Sep 2, 2012 - education, technology    2 Comments

Back to School with Canvas

Today I greeted my new class of first year students. I love teaching this class (you have to, to be okay with giving up your holiday weekend each year to teach it!) because I am the first instructor they meet. I take that role seriously — I try to set the tone for their college experience on that first day, by being positive and friendly and accessible.

This year, I am setting the tone by being even more prepared. Sure, I have started each class with a syllabus, posted a link in the portal, etc, but this year I built my whole course in Canvas. The other sections are using a 3 ring binder, developed by the course leader, and in lieu of the binder,  I rounded up electronic versions of those files and created modules (where the binder has tabs.)

But that’s just the baseline – the part I am even MORE excited about are the assignments, and how in Canvas, the assignments can be done so flexibly. For instance, my students are required to attend two different events during the semester, and in the past, that was proven by the student providing the handout in their portfolio. Which was fine, but easily forged. So, when I heard an instructor lament that they’d never seen an electronic device being used in class for classwork, I decided to make those event assignments something different than providing the handout. For those, the students need to provide a photo of themselves at the event. They will get 10 points (full score) if they are in the photo, and 5 points if it’s a photo of the speaker. Simple, but that I can specify the file type of .jpg or allow a link makes it easier.
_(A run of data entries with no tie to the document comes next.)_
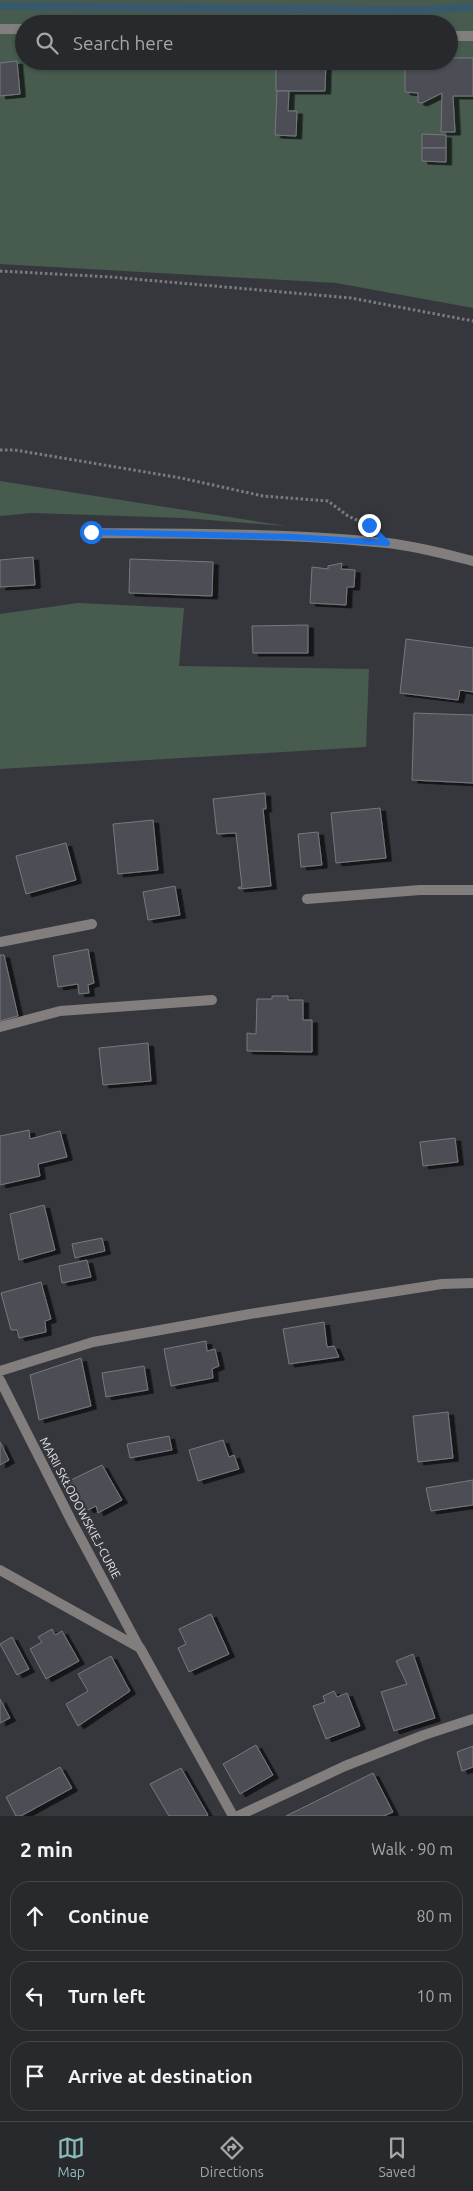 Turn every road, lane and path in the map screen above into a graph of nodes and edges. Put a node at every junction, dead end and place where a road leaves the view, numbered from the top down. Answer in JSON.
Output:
{"nodes":[{"id":1,"x":0,"y":29,"type":"edge"},
{"id":2,"x":15,"y":29,"type":"edge"},
{"id":3,"x":458,"y":36,"type":"edge"},
{"id":4,"x":473,"y":36,"type":"edge"},
{"id":5,"x":0,"y":271,"type":"edge"},
{"id":6,"x":473,"y":321,"type":"edge"},
{"id":7,"x":0,"y":450,"type":"edge"},
{"id":8,"x":362,"y":522,"type":"dead end"},
{"id":9,"x":91,"y":532,"type":"dead end"},
{"id":10,"x":473,"y":561,"type":"edge"},
{"id":11,"x":473,"y":890,"type":"edge"},
{"id":12,"x":307,"y":899,"type":"dead end"},
{"id":13,"x":92,"y":924,"type":"dead end"},
{"id":14,"x":0,"y":942,"type":"edge"},
{"id":15,"x":212,"y":1000,"type":"dead end"},
{"id":16,"x":0,"y":1027,"type":"edge"},
{"id":17,"x":473,"y":1283,"type":"edge"},
{"id":18,"x":0,"y":1371,"type":"edge"},
{"id":19,"x":0,"y":1380,"type":"edge"},
{"id":20,"x":0,"y":1570,"type":"edge"},
{"id":21,"x":140,"y":1648,"type":"junction"},
{"id":22,"x":473,"y":1719,"type":"edge"},
{"id":23,"x":233,"y":1816,"type":"edge"},
{"id":24,"x":238,"y":1816,"type":"edge"}],
"edges":[{"from":1,"to":2,"type":"street"},
{"from":3,"to":4,"type":"street"},
{"from":5,"to":6,"type":"path"},
{"from":7,"to":8,"type":"path"},
{"from":9,"to":10,"type":"street"},
{"from":11,"to":12,"type":"street"},
{"from":13,"to":14,"type":"street"},
{"from":15,"to":16,"type":"street"},
{"from":17,"to":18,"type":"street"},
{"from":19,"to":21,"type":"street","name":"MARII SKŁODOWSKIEJ-CURIE"},
{"from":20,"to":21,"type":"street"},
{"from":21,"to":23,"type":"street","name":"MARII SKŁODOWSKIEJ-CURIE"},
{"from":22,"to":24,"type":"street"}]}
We also do journaling in this course, but in the past, we were to collect journals at the end. So, of course, many were done the day before they were due and just backdated. This time, I have made 5 journal due dates throughout the semester, and only accepting submissions via URL. (Have I mentioned that we are ALSO converting to Google Apps this year, too? Another huge, bright spot in my day!) Attaching the rubrics makes the expectations clear to the students what is due. The calendar makes it clear WHEN it is due. I am in love.

When I was researching our next move with an LMS, Canvas was my personal first choice, and I knew that regardless what direction the institution would go, that I would use it my Technology in Education course. (Due to the nature of the course, it’s sort of part of the design that I get to go a little rogue with my choices.) The one thing that my evals have dinged me on is “timely feedback for grades,” and it’s the area that I’ve tried to make better with each class. The challenge in that course is that so much of it is blogging, and I can’t provide a grade on the blog, for privacy’s sake, so I end up with my Google Reader open and a Google Spreadsheet and trying to cross reference and set color coded rules, but I can’t share the spreadsheet with students because it has ALL their grades (FERPA again) and I inevitably scroll past (and thus, “mark as read”) a blog entry, and half of them title their blog “my ED307 blog” so I have to dig to see which student is saying what, and…. it’s a logistical nightmare. Add Twitter to my curriculum, and that doubles. So, when I saw the URL submission piece in Canvas, and the Speedgrader, it was the EXACT solution I had been looking for. I can now use a rubric for the blog posts, grade and comment all at the same time, and my students will know exactly where they stand.

Secondly, one of the biggest WTF? moments of last semester was when many students bombed a major project. I am a big fan of the “double dip” – I don’t create work without a purpose. So, when we discussed writing rubrics, and rubric tools, I used that class to have students design the rubric for the next big project. We designed the rubric, I posted it, and they had 3 weeks to complete. Many students failed, and it was clear that they never went back to the rubric to help guide their project. Those that had used the rubric, did great. Those that didn’t…. After that assignment, I knew that next year, I would have students do a peer review – if they had just had a peer look at it, with the rubric, everyone should have aced the project. And so Canvas offers every.piece.of.that. Every one. I can create the rubric, they submit the project via URL, I can demand a peer review, they can correct any issues, and THEN I can assess with the rubric.

I am convinced that my students will be more confident in their progress in the course, and that I will see that reflected in my teaching evals. And I am also convinced that students will start asking for more of that from their instructors, and once they see how much EASIER it is than any other method we’ve used before, that they will be into it, too.

Here’s a little clip showing how SpeedGrader works, from Instructure’s guides:

 

2 Comments

  • These Assignment and SpeedGrader features are exactly what got me excited about Canvas way back in early 2010. I was able to make a real difference in my students’ learning by leveraging the flexibility of Assignments for blog submissions, and by redirecting time I’d normally spend on the mechanics of grading toward meaningful feedback. That Canvas not only acknowledges, but even encourages teachers to use real-world/outworld tools and services like G Docs and blogs was most refreshing.

    I blogged about this experience a little earlier this year as I ended a long run of those online courses.

    (Full disclosure: I now work for Instructure, but was an teacher, then customer, first.)

  • Yes! Whereas other systems feel like I’m being boxed in, I feel like Canvas lets me branch out.